Der derzeit amtierende Bundesinnenminister Thomas de Maiziere im Interview mit der Deutschlandfunk-Redakteurin Gundula Geuther am 8.2.2015:

Geuther: Eine andere Frage des Datenschutzes – wenn auch genau von der anderen Seite gesehen -, ist die Frage der Vorratsdatenspeicherung. Sie haben sich schon lange für eine Neuauflage ausgesprochen – seit den Anschlägen von Paris finden Sie damit auch wieder beim Koalitionspartner mehr Gehör. Nur ist das ja nicht so einfach, der Europäische Gerichtshof hat hohe Hürden aufgestellt. Wie wollen Sie um die herumkommen?

De Maizière: Sie haben es sehr schön formuliert, es gibt mehr Gehör, das ist so, und das möchte ich auch nutzen – aber vertraulich. Und wir sind hier nicht ganz unter uns in diesem Interview und deswegen möchte ich dazu nicht viel sagen. Klar ist, dass wir die Anforderungen der Rechtsprechung erfüllen müssen und können.

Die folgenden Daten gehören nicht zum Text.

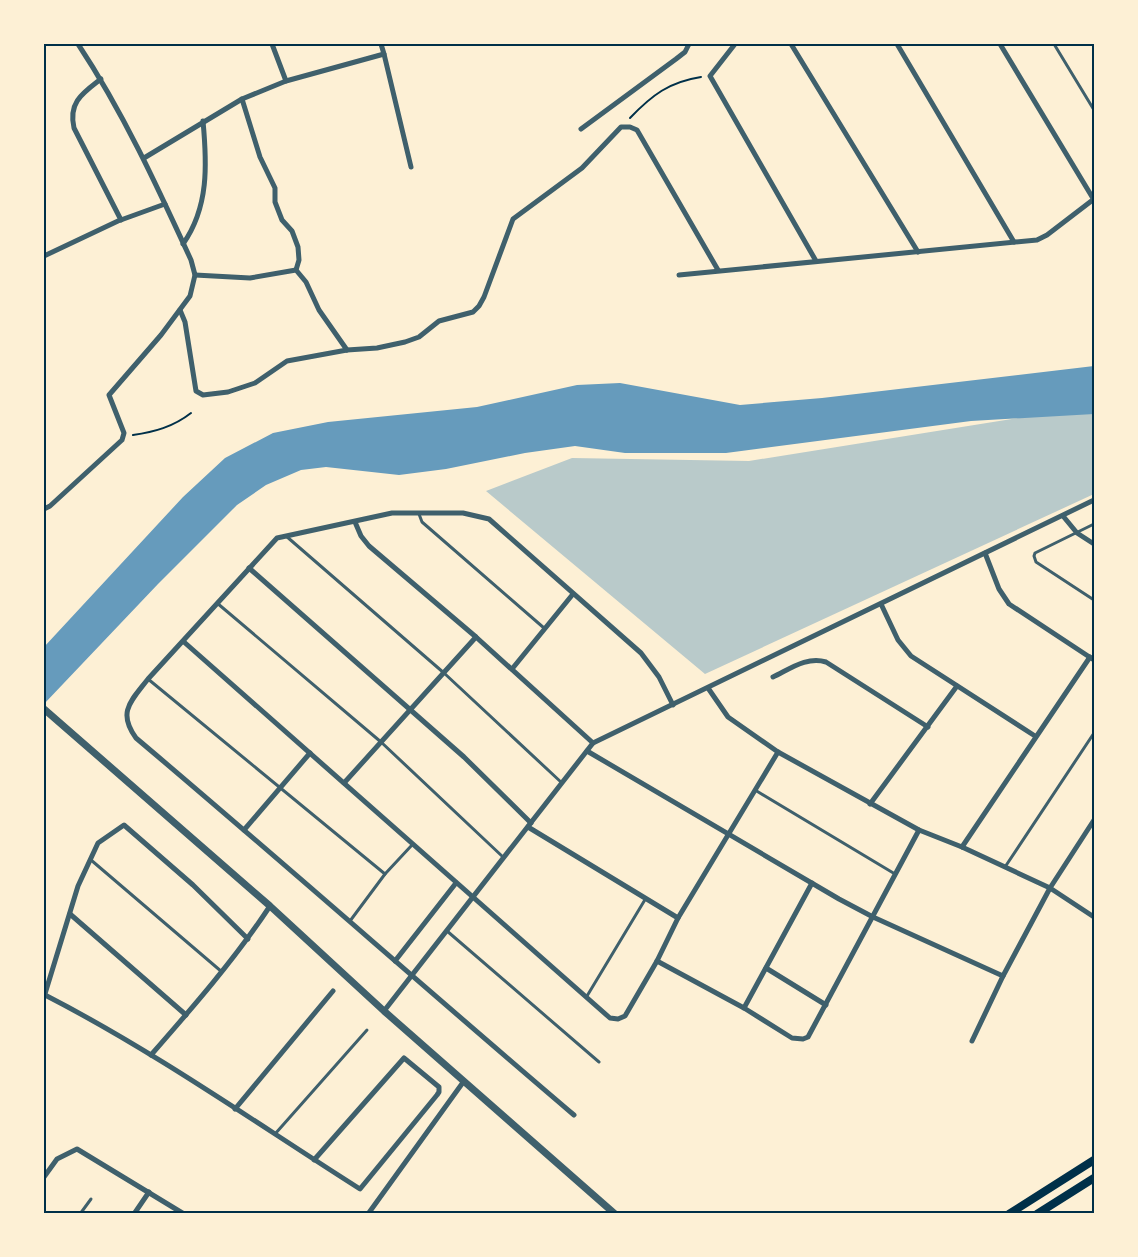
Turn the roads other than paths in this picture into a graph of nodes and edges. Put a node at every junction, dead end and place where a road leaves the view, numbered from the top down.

Geuther: Und „können“, ist schon die erste Frage. Konkret geht es ja um einen Satz, in dem Richter unter anderem die „anlasslose Speicherung“ als solche kritisieren. Nun ist die „anlasslose Speicherung“ das Wesen der Vorratsdatenspeicherung, warum glauben Sie trotzdem, dass das geht?

De Maizière: Weil ich mir denken kann, dass es Vorschläge gibt, die dem Rechnung tragen. Aber noch mal, wir sind in einer wirklich komplizierten, aber vielleicht hoffnungsvollen Lage, dass wir jetzt aus der puren Forderung und der puren Ablehnung in konstruktive Phasen übergehen – das ist ja jahrelang anders gewesen. Und das ist ein so zartes Pflänzchen, das wird von zu viel gießen und vor allen Dingen zu viel Licht und Sonne nicht wachsen.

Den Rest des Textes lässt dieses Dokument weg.